I still remember the shock I felt upon encountering her. No, not because she fulfilled the signature Asian stereotypes of being smart, strict and eccentric. No, I didn’t feel discriminated against or misunderstood; I think I was too young to even understand these types of social nuances. What I did feel was sheer excitement that there was someone like me on TV, and gosh, does she speak good English. I was thrilled; I was encouraged; she was relevant.

Well, time has evolved and we see more Asian Americans emerging everywhere. Sure, Oscars may be #sowhite, but we still have incredible Asian American talents like John Cho, Steven Yeun, Ki-hong Lee, Constance Wu, Far East Movement and many more to thank for broadening Asian American presence in the media. And with each person I find out to be Korean I find myself having a familiar reaction as I did when I was younger…screaming: “Wow! She’s Korean? Suddenly I’m so happy!”

There are so many talented Asian Americans like I already mentioned, whose work does not and should not go unnoticed–whether hidden or famous. So please, forgive me for focusing on Korean American entertainers today because it’s purely inside my comfort zone. But there are particular Korean American artists that I follow whom I’d like to share with you. Before we move on though, let’s make one distinction clear: Korean and Korean Americans are two different things, and while there are some native Koreans who were already successful in the motherland who are now growing their careers in Hollywood, there are Korean Americans who have grown up in the U.S. and jumped into the industry. I’ll be using them interchangeably for convenience’s sake (because even native Koreans will technically become Korean Americans anyway), but I think it’s important to understand that the two come from fundamentally different cultures.

Having said that, here are five Korean American talents I’d like to see more in the U.S. media:


1. JinJoo Lee


Everyone knows DNCE’s “Cake by the Ocean.” But did you know about DNCE’s guitarist JinJoo Lee? Born in Incheon, South Korea in 1987, JinJoo taught herself how to play guitar when she was just 12 years old. When she moved to LA at age 19, she attended the Musicians Institute in Hollywood and performed with JoJo, the Jonas Brothers and Jordin Sparks amongst many others before debuting with DNCE in 2015. But never mind that she’s Korean and her sister-in-law is a famous Korean gospel singer Sohyang. She’s an amazing guitarist and I’d love to see her play and featured more!

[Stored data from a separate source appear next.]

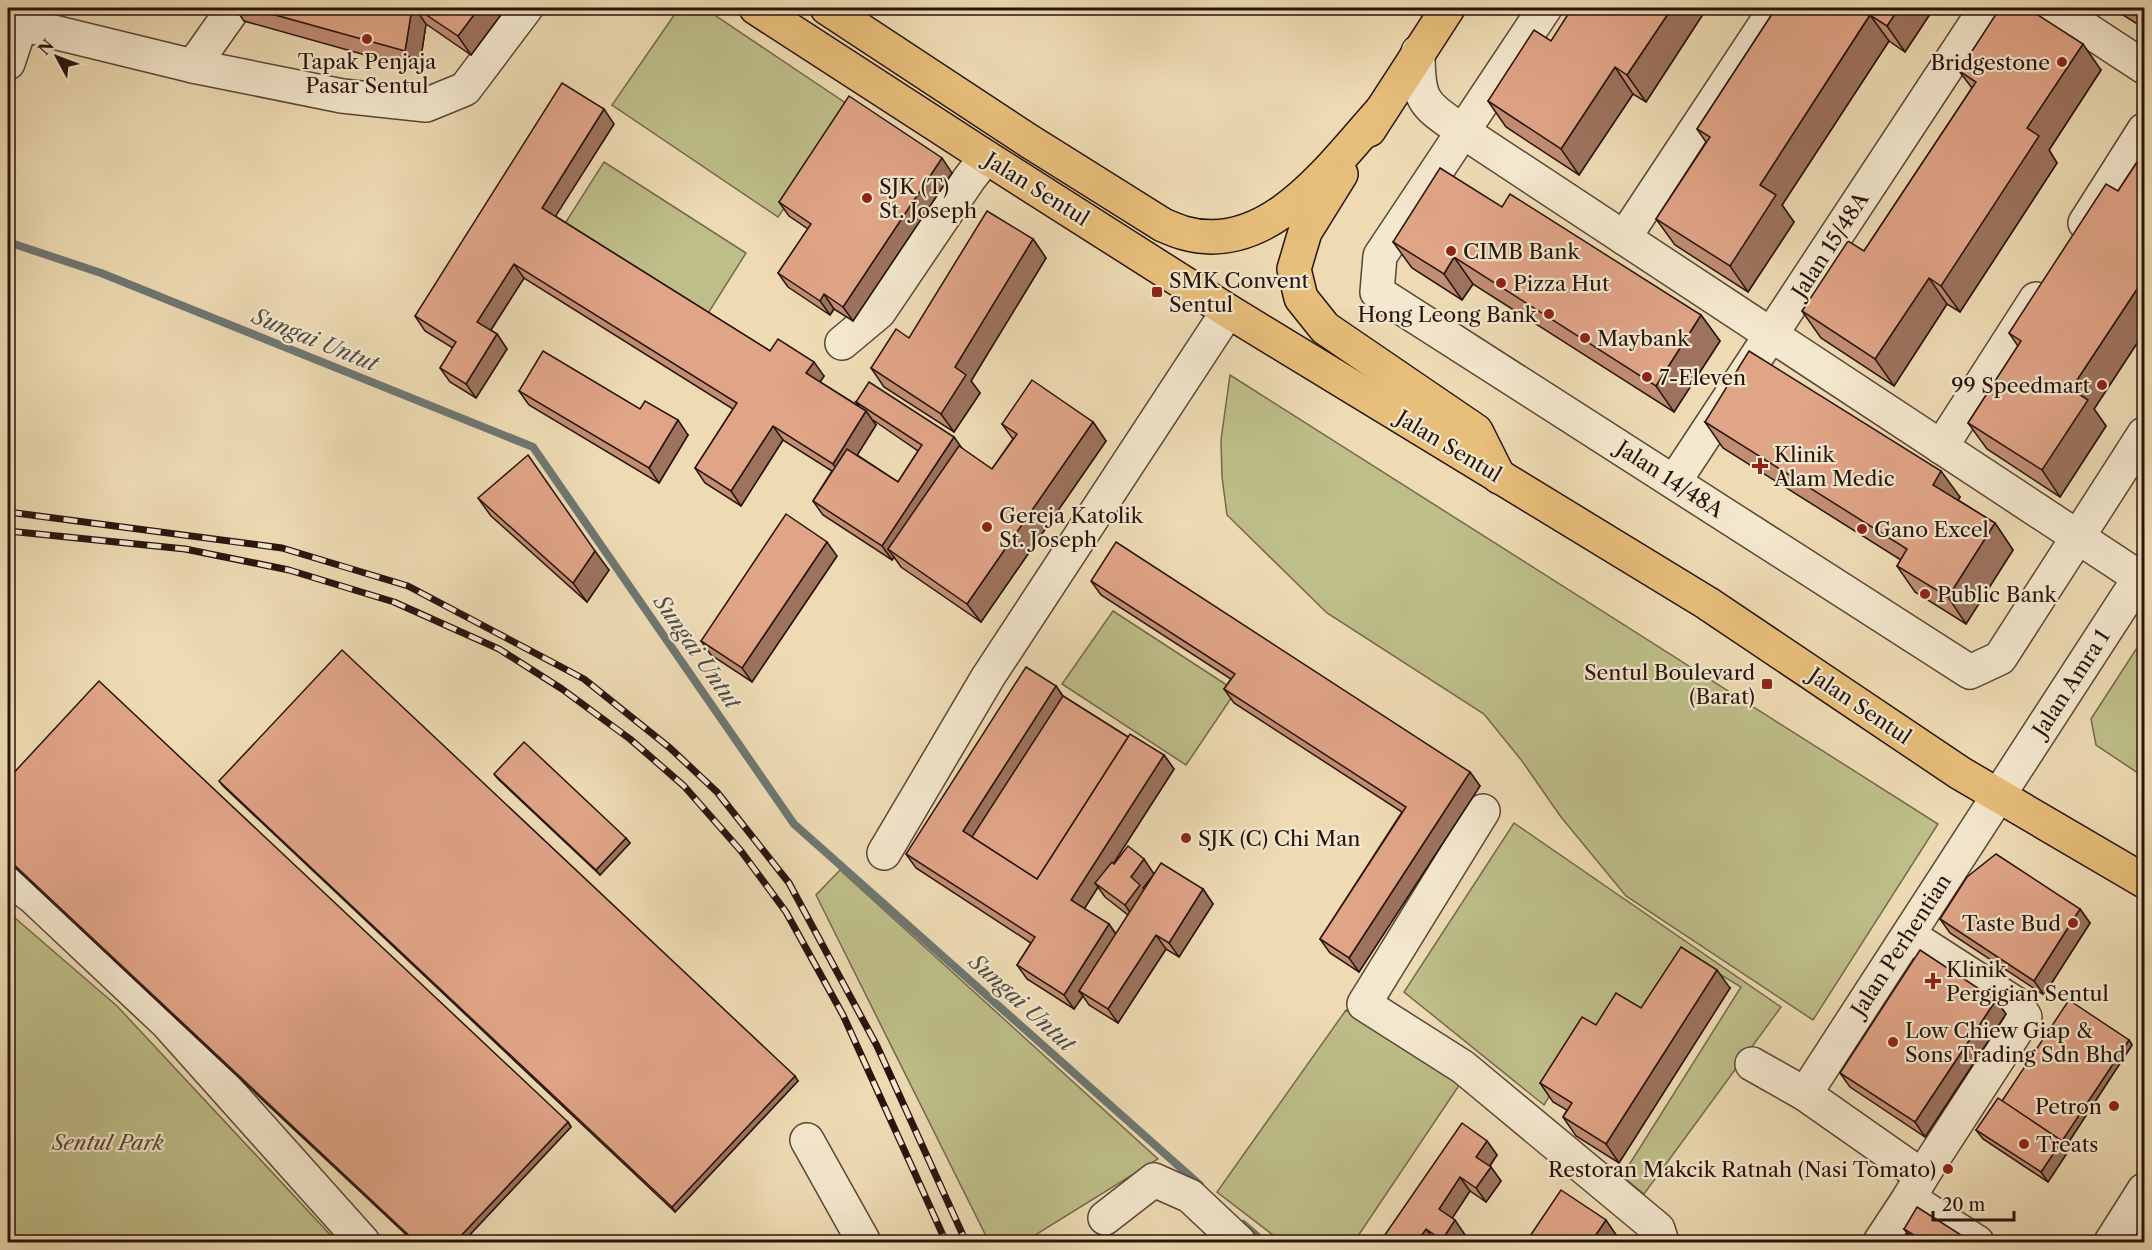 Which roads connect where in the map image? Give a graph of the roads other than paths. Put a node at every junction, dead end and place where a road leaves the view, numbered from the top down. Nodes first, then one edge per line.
1 (234, 8) edge
2 (526, 8) edge
3 (756, 8) edge
4 (827, 8) edge
5 (1448, 8) edge
6 (1545, 8) edge
7 (1776, 8) edge
8 (1986, 8) edge
9 (2055, 8) edge
10 (34, 20) edge
11 (1418, 52) junction
12 (8, 63) edge
13 (194, 66) junction
14 (2145, 67) edge
15 (1381, 111) junction
16 (2145, 130) edge
17 (1462, 131) junction
18 (986, 157) junction
19 (1624, 238) junction
20 (2068, 249) edge
21 (2049, 278) edge
22 (1228, 311) junction
23 (1771, 335) junction
24 (842, 343) dead end
25 (2145, 434) edge
26 (1941, 447) junction
27 (1499, 477) junction
28 (1674, 482) junction
29 (2078, 537) junction
30 (2142, 574) edge
31 (1997, 796) junction
32 (1483, 811) dead end
33 (884, 853) dead end
34 (8, 878) edge
35 (2145, 881) edge
36 (1909, 935) junction
37 (1752, 1064) dead end
38 (1805, 1094) junction
39 (807, 1140) dead end
40 (1916, 1187) junction
41 (2145, 1190) edge
42 (1105, 1218) dead end
43 (1660, 1236) edge
44 (2125, 1237) edge
45 (363, 1242) edge
46 (864, 1242) edge
47 (1239, 1242) edge
48 (1880, 1242) edge
49 (1977, 1242) edge

1 - 13 street
2 - 13 street
3 - 18 main road, Jalan Sentul
4 - 15 main road, Jalan Sentul
5 - 11 main road
6 - 17 street
7 - 19 street
8 - 23 street, Jalan 15/48A
9 - 14 street
10 - 12 street
10 - 13 street
11 - 15 main road
11 - 17 street
15 - 27 main road
16 - 20 street
17 - 19 street
17 - 28 street, Jalan 14/48A
18 - 22 main road, Jalan Sentul
18 - 24 street
19 - 23 street
21 - 26 street
22 - 27 main road, Jalan Sentul
22 - 33 street
23 - 26 street
23 - 28 street, Jalan 15/48A
25 - 29 street
26 - 29 street
27 - 31 main road, Jalan Sentul
28 - 29 street, Jalan 14/48A
29 - 30 street
30 - 31 street, Jalan Amra 1
31 - 35 main road, Jalan Sentul
31 - 36 street, Jalan Perhentian
32 - 43 street
34 - 45 street
36 - 38 street, Jalan Perhentian
36 - 40 street
37 - 38 street
38 - 40 street
39 - 46 street
40 - 48 street
40 - 49 street
41 - 44 street
42 - 47 street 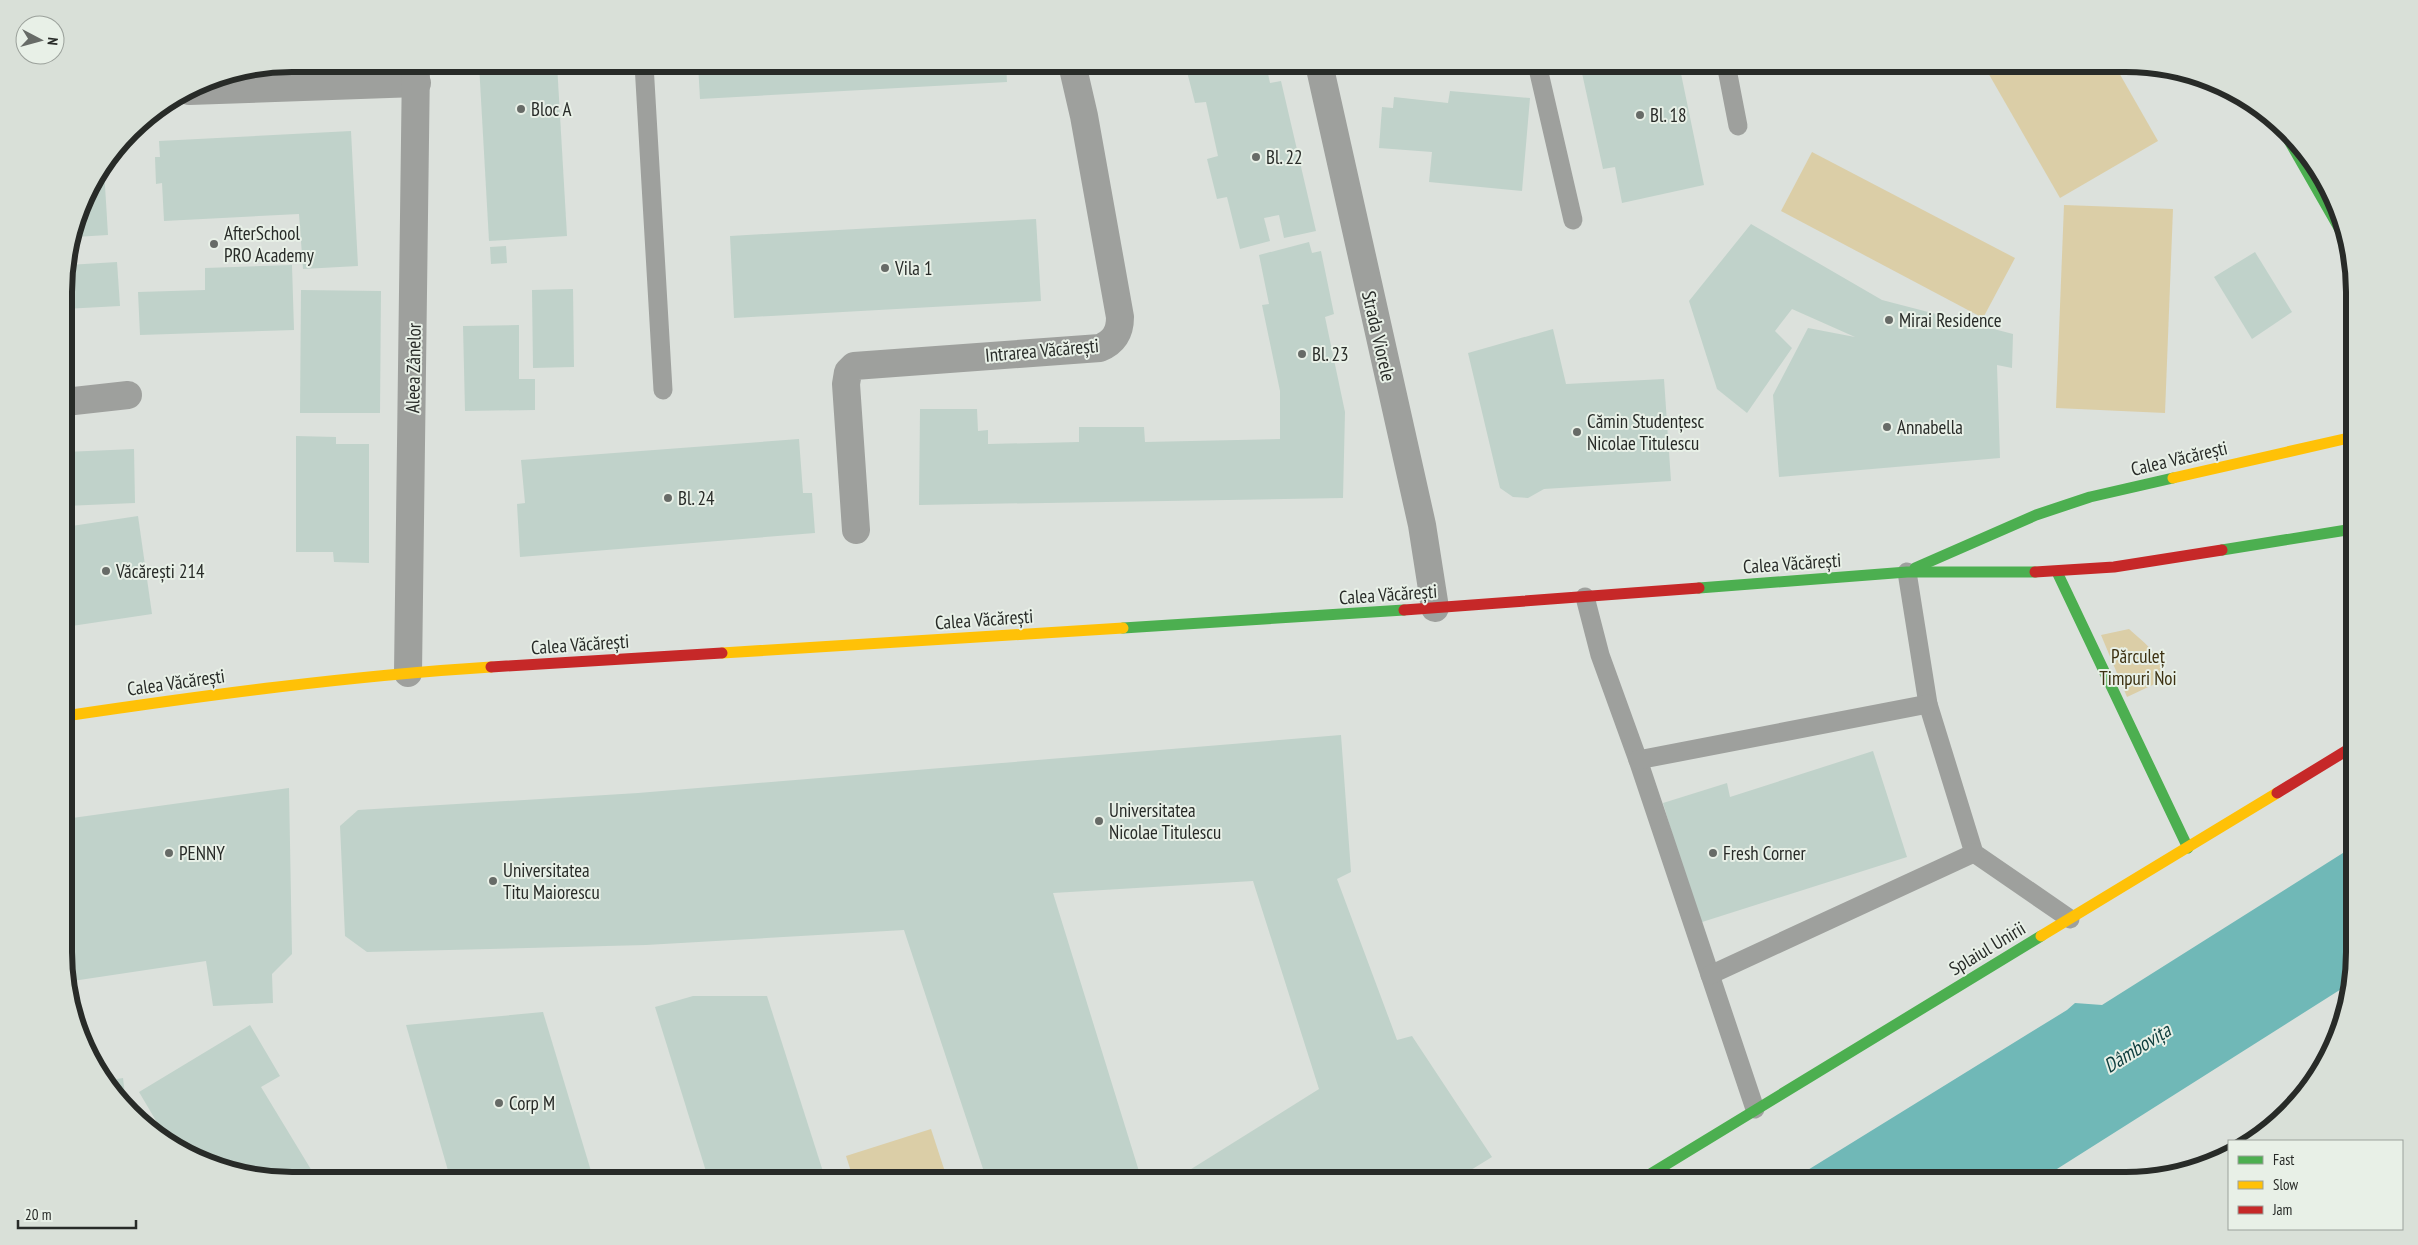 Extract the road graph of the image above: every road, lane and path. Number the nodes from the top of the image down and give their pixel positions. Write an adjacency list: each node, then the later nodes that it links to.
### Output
1 (644, 72): 12 (lane)
2 (1074, 72): 16 (street, Intrarea Văcărești)
3 (1324, 72): 21 (street, Strada Viorele)
4 (1539, 72): 11 (lane)
5 (1728, 72): 8 (lane)
6 (417, 73): 7 (street); 22 (street, Aleea Zânelor)
7 (207, 90)
8 (1738, 126)
9 (2298, 157): 10 (main road)
10 (2331, 214)
11 (1572, 220)
12 (663, 390)
13 (128, 396): 14 (street)
14 (72, 401)
15 (2346, 439): 18 (main road, Calea Văcărești)
16 (856, 530)
17 (2346, 531): 19 (main road, Calea Văcărești)
18 (1907, 572): 19 (main road, Calea Văcărești); 20 (main road, Calea Văcărești); 23 (lane)
19 (2057, 572): 27 (main road)
20 (1585, 597): 21 (main road, Calea Văcărești); 26 (lane)
21 (1435, 608): 22 (main road, Calea Văcărești)
22 (408, 673): 24 (main road, Calea Văcărești)
23 (1928, 704): 26 (lane); 28 (lane)
24 (72, 715)
25 (2346, 751): 27 (main road, Splaiul Unirii)
26 (1638, 760): 30 (lane)
27 (2188, 848): 29 (main road, Splaiul Unirii)
28 (1974, 853): 29 (lane); 30 (lane)
29 (2070, 919): 31 (main road, Splaiul Unirii)
30 (1710, 975): 31 (lane)
31 (1755, 1108): 32 (main road, Splaiul Unirii)
32 (1653, 1172)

2. Soohyun aka Claudia Kim


#behindthescenes #avengers #AgeofUltron #claudiakim #어벤져스 #수현 #닥터조 #비하인더씬

A post shared by C L A U D I A 수현 (@claudiashkim) on

Remember this Korean doctor from Avengers: Age of Ultron? This Seoul-based Korean actress also appears in the Netflix original Marco Polo as Princess Khutulun. I was super pleasantly surprised to see her on screen for Avengers, as she has taken on numerous supporting roles in Korean dramas. Hoping to see her more often!


3. Abraham Lim


Abraham Lim started out on YouTube as a singer and then received a lot of attention on the Glee Project. He is a hard-working artist who is constantly expanding his career, landing minor roles in ABC’s How to Get Away With Murder and more recently, The Catch.


4. YunJin Kim


Can you believe it’s already been seven years since the last-ever episode of Lost aired? YunJin Kim who played Sun-Hwa Kwon was–and still is–a famous Korean actress known for her role in Shiri, and since her last appearance on Lost Kim remained active in Korean movies. I wonder what she’s been up to nowadays though, and if she’ll be making a comeback soon for the American audience.


5. Arden Cho

Both a musician and an actress, Arden Cho is a long-time YouTube star who is best known for her lead role as Kira Yukimura on the MTV series Teen Wolf.